The Unexpected Benefits of Cutting Back
Featured Guest Blogger May 12th, 2009
Maggie Jackson is an award-winning author and journalist known for her penetrating coverage of U.S. social issues. She writes the popular “Balancing Acts” column in the Sunday Boston Globe, and her work has also appeared in The New York Times, Gastronomica, and on National Public Radio. Her latest book, Distracted: The Erosion of Attention and the Coming Dark Age, details the steep costs of our current epidemic deficits of attention while revealing the astonishing scientific discoveries that can help us rekindle our powers of focus in a world of speed and overload. Please note that the views of our guest bloggers do not necessarily reflect the views of the Sloan Work and Family Research Network.
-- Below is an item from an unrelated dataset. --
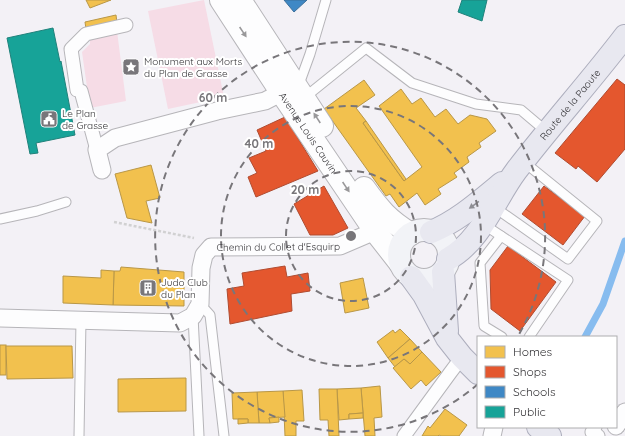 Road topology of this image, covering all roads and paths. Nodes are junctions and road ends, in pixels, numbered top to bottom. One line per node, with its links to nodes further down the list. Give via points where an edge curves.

Slow is hot. In recent years, movements have sprouted to explore slow food, slow sex, and slow family living. It’s a bit hard to fathom what exactly “slow” means in all these contexts. There’s a bit of pro-green living here, anti-materialism, mindful awareness, and community-building, all of which loosely adds up to a slowing down in the tempo of life, or at least finding a speed other than high gear. The idea is hard to define, yet also hard to ignore at this moment in time, when so many complex, high-gear economic, medical, education and other systems seem broken.
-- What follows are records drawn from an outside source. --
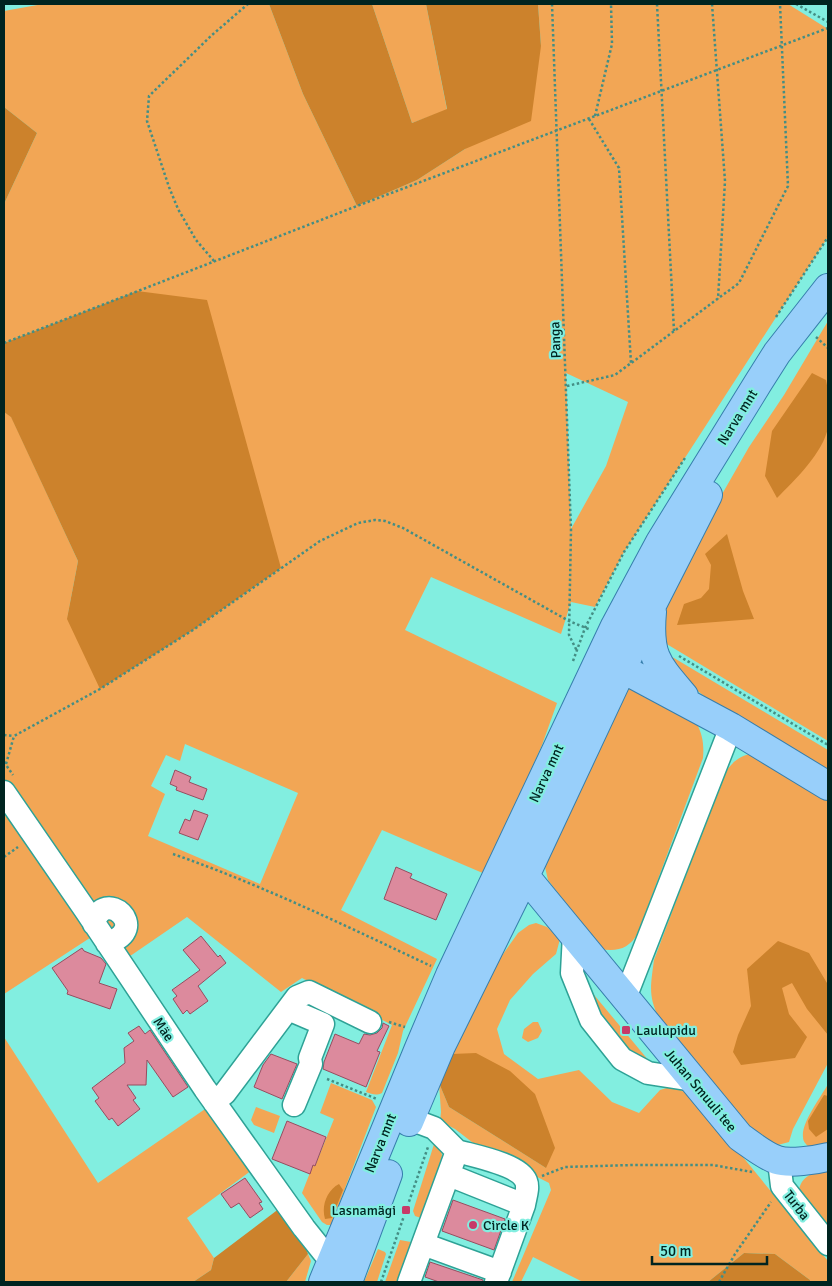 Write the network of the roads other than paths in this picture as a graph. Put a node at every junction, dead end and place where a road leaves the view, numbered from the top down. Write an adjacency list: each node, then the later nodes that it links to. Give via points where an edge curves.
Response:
1 (826, 291): 2 (main road, Narva mnt, via 728,455); 4 (main road, Narva mnt, via 777,353 660,542)
2 (652, 605): 3 (main road, Narva mnt); 5 (main road, via 650,635 657,661)
3 (623, 670): 4 (main road); 5 (main road); 10 (main road, Narva mnt)
4 (592, 674): 9 (main road, Narva mnt)
5 (692, 705): 6 (main road)
6 (731, 727): 7 (main road); 13 (street)
7 (828, 786)
8 (4, 792): 17 (street, Mäe, via 94,924 103,910 114,909 126,919 122,934 107,943)
9 (523, 822): 10 (main road, via 519,844); 27 (main road, Narva mnt, via 419,1048)
10 (525, 876): 11 (main road, Juhan Smuuli tee); 12 (main road, Narva mnt)
11 (570, 930): 12 (main road, via 540,914 525,916 508,930); 13 (main road, Juhan Smuuli tee); 16 (street, via 572,973 591,1020 622,1059 648,1074)
12 (478, 973): 19 (main road, Narva mnt, via 441,1046)
13 (625, 998): 16 (main road, Juhan Smuuli tee)
14 (288, 1009): 15 (street, via 297,997 309,992); 17 (street, via 225,1093); 18 (street, via 323,1024)
15 (370, 1022)
16 (693, 1080): 23 (main road, Juhan Smuuli tee, via 740,1137 761,1152)
17 (214, 1102): 27 (street, Mäe, via 304,1228 324,1253)
18 (294, 1105)
19 (410, 1119): 20 (street, via 434,1128); 27 (main road, Narva mnt, via 376,1204)
20 (457, 1151): 22 (street); 24 (street, via 510,1167 523,1177 527,1182)
21 (828, 1157): 23 (main road)
22 (448, 1175): 24 (street); 25 (street)
23 (781, 1175): 26 (street, Turba)
24 (524, 1205): 28 (street)
25 (423, 1244): 28 (street); 30 (street)
26 (828, 1244)
27 (345, 1268): 29 (main road, Narva mnt)
28 (498, 1277)
29 (323, 1282)
30 (409, 1282)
Curious about the intersection between the recession and rise of slow, I recently interviewed families around Boston for my Globe column about whether their personal budget cuts had inspired slower living. The answer was a resounding yes. Some parents were already trying to simplify, by downshifting kid schedules or getting more eco-conscious, and job losses/pay cuts invigorated these efforts. Others had to cut spending fast, and were surprised by how good it felt to cut back on “must-have” activities, fancy vacations, or even hired help. For these parents, slowing down meant depending on their own resourcefulness more than had for a long time. One mom gushed with pride at making her own laundry detergent.
It’s intriguing that for many families, slowing down means stepping “off the grid,” i.e. uncoupling from a dependence on complex consumer and cultural value systems. According to anthropologists such as Joseph Tainter, a widespread desire to go it alone is a sign that a complex civilization is crumbling. When highly evolved cultures begin to break down, citizens have little incentive to contribute to the society’s complex systems and infrastructures. Cultivating one’s own vegetable patch becomes more alluring than buying from the big-box market.
Could “slow” be a harbinger of a simplification writ large, aka a dark age? Dark ages are messy, difficult, times of cultural simplification that are often followed by renaissances. It will be interesting to see where “slowing down” takes us now.